A cet égard, le rapport propose notamment de revoir dans les grandes largeurs certains dispositifs d’aide, comme le Crédit Impôt Recherche (une réduction d’impôt dont bénéficient les entreprises, calculée sur la base de leur dépenses de recherche et développement,  NDLR)

Fabien Gay :  Pour rappel, ce dispositif représentait en 2024 autour de 7,6 milliards d’euros de manque à gagner pour l’Etat, soit l’équivalent du budget du ministère de l’agriculture. Son cout a même été multiplié par 16 depuis 2008…Bénéficier du CIR est de toute évidence trop simple et, là encore, pas assez « conditionnalisé » : à cet effet, nous proposons notamment de le sectoriser, de le circonscrire à certains secteurs d’activité.

Olivier Rietmann : Nous avions notamment auditionné Alexandre Bompard, le PDG de Carrefour, une entreprise qui bénéficie du CIR. Quand je lui ai demandé pourquoi un groupe de grande distribution touchait des subventions pour faire de la R&D, il m’avait répondu que c’était pour faire de la recherche pour perfectionner les caisses automatiques, développer de l’éclairage plus économe…Bon, rien de crucial, en somme. Donc nous proposons d’exclure du CIR certains secteurs, comme la banque, la grande distribution etc…Attention, le CIR est une aide absolument nécessaire, mais il faut rigoriser ses conditions d’attribution. 

Fabien Gay : En outre, certaines entreprises qui bénéficient du CIR industrialisent parfois le produit de leurs recherches en dehors de France. Ça a par exemple été le cas d’un groupe comme STMicroelectronics: ils ont développé pendant 6 ans des micro processeurs à Tours, avant de les faire fabriquer en Chine. A cet égard, nous proposons d’administrer un malus sur le CIR aux entreprises qui ne jouent pas le jeu jusqu’au bout. A contrario, celles qui choisissent d’industrialiser en France le résultat de leurs recherches pourraient bénéficier d’un bonus.
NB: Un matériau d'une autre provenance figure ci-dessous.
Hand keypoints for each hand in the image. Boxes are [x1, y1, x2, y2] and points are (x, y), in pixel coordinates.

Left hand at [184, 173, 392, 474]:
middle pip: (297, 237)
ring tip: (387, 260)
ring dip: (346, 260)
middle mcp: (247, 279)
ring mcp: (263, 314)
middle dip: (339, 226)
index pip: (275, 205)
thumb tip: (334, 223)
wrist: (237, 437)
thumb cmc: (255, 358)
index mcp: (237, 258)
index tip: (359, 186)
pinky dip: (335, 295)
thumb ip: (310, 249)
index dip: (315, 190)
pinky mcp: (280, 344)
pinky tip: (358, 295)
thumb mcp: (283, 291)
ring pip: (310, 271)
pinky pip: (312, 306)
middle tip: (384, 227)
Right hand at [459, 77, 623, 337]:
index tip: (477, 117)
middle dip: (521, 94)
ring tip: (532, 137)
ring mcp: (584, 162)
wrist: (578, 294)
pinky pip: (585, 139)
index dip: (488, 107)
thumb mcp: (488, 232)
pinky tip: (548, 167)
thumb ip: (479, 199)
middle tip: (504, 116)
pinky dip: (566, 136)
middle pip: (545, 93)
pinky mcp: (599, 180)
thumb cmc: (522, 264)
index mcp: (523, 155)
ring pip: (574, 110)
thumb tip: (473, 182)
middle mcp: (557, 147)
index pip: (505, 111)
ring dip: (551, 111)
Ce 18 septembre, la CFTC et l’intersyndicale se sont mobilisées pour plus de justice sociale et fiscale. Après avoir longuement travaillé sur le sujet, considérez-vous que la contribution des entreprises au modèle social doit être repensée, voire augmentée ?
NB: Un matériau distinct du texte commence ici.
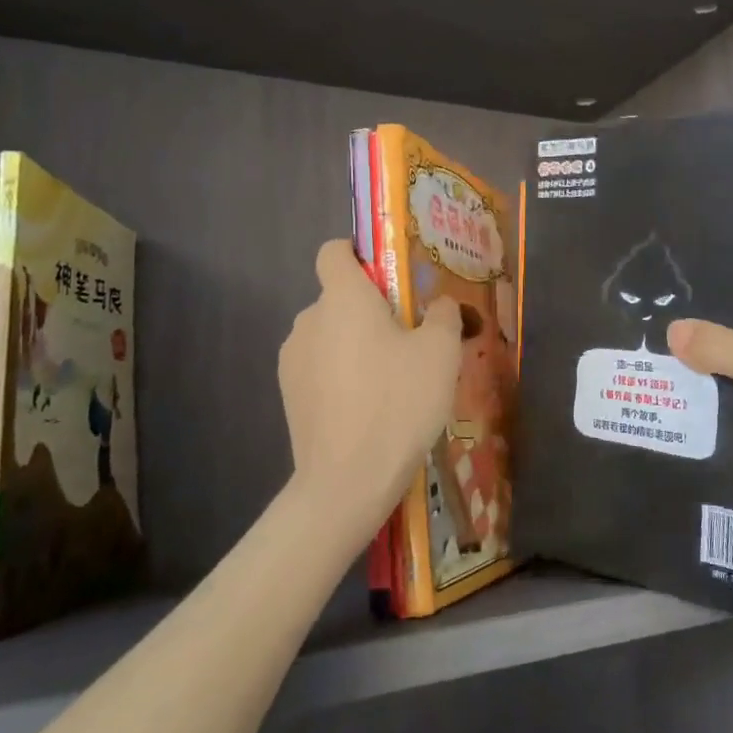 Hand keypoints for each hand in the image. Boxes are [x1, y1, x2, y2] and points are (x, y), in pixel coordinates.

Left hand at [278, 240, 460, 545]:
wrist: (347, 481)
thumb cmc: (398, 402)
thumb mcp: (441, 353)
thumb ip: (443, 314)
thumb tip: (439, 303)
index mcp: (342, 297)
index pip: (334, 251)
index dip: (359, 254)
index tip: (390, 278)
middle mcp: (308, 319)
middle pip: (338, 296)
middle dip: (370, 309)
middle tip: (410, 338)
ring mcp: (292, 360)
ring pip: (330, 334)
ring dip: (355, 343)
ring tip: (391, 379)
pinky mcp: (288, 395)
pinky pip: (320, 367)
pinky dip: (341, 374)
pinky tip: (368, 406)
Fabien Gay, sénateur PCF : Absolument, notamment s’agissant des exonérations de cotisations sociales. Pour rappel, la cotisation patronale, c’est une part du salaire indirect des travailleurs et travailleuses, qui sert à financer notre modèle social. Si vous en exonérez pour partie l’employeur, vous organisez l’appauvrissement et l’affaiblissement de ce même modèle. Or, ce que les gens savent moins, c’est que cette somme qui ne va plus dans les caisses de la Sécurité Sociale est comblée avec l’argent du contribuable. Comment ? Tout simplement parce que l’Etat compense la très grande majorité de ces exonérations de cotisations (en l’occurrence 70 milliards, sur les 77 que touchent les entreprises chaque année).
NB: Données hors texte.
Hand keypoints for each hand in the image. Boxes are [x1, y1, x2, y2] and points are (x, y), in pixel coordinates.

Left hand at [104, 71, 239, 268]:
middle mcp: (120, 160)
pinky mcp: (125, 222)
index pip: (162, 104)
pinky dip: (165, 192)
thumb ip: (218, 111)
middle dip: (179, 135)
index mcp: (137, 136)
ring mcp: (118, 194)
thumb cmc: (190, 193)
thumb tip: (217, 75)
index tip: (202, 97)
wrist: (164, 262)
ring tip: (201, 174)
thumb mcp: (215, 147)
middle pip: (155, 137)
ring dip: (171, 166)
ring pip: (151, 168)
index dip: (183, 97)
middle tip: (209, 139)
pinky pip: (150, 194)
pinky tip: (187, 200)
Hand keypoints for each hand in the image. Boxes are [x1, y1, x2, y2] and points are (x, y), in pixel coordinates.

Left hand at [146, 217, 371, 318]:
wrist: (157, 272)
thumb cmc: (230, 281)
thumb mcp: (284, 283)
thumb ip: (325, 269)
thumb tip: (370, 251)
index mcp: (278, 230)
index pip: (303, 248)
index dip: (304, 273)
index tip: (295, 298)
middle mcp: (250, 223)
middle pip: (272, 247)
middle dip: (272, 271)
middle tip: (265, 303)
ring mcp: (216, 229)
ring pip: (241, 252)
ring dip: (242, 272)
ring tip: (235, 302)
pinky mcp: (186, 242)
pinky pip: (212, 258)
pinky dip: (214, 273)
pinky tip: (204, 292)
On dit souvent que le taux de cotisations sociales sur les entreprises et très élevé en France. Mais ça, c’est seulement la théorie. En pratique, elles sont massivement exonérées de ces même cotisations, quitte à créer un manque à gagner considérable pour notre modèle social. Ma conviction, c’est donc qu’il faut changer de mentalité quant aux aides publiques dont bénéficient les entreprises : on ne peut pas continuer comme ça.

Olivier Rietmann, sénateur Les Républicains : Il y a des changements et ajustements importants que nous pouvons bien entendu mener, dans une logique d’équité et de rationalisation des moyens déployés par l’Etat. Maintenant, si on veut avoir des politiques publiques et sociales ambitieuses, il faut aussi avoir les moyens de les mettre en œuvre. Pour cela, il faut créer de la richesse via les entreprises, pour que celles-ci aient les moyens de verser de bons salaires et des cotisations substantielles.

Il faut donc continuer d’accompagner les employeurs, mais mieux et plus rigoureusement. J’espère qu’on pourra déposer, lors des prochaines échéances parlementaires sur le budget de l’Etat et de la sécurité sociale, des amendements transpartisans qui iront dans ce sens. Je crois sincèrement que les propositions issues de ce rapport dépassent les clivages politiques : ce ne sont plus des histoires de droite ou de gauche, mais de bon sens, tout simplement.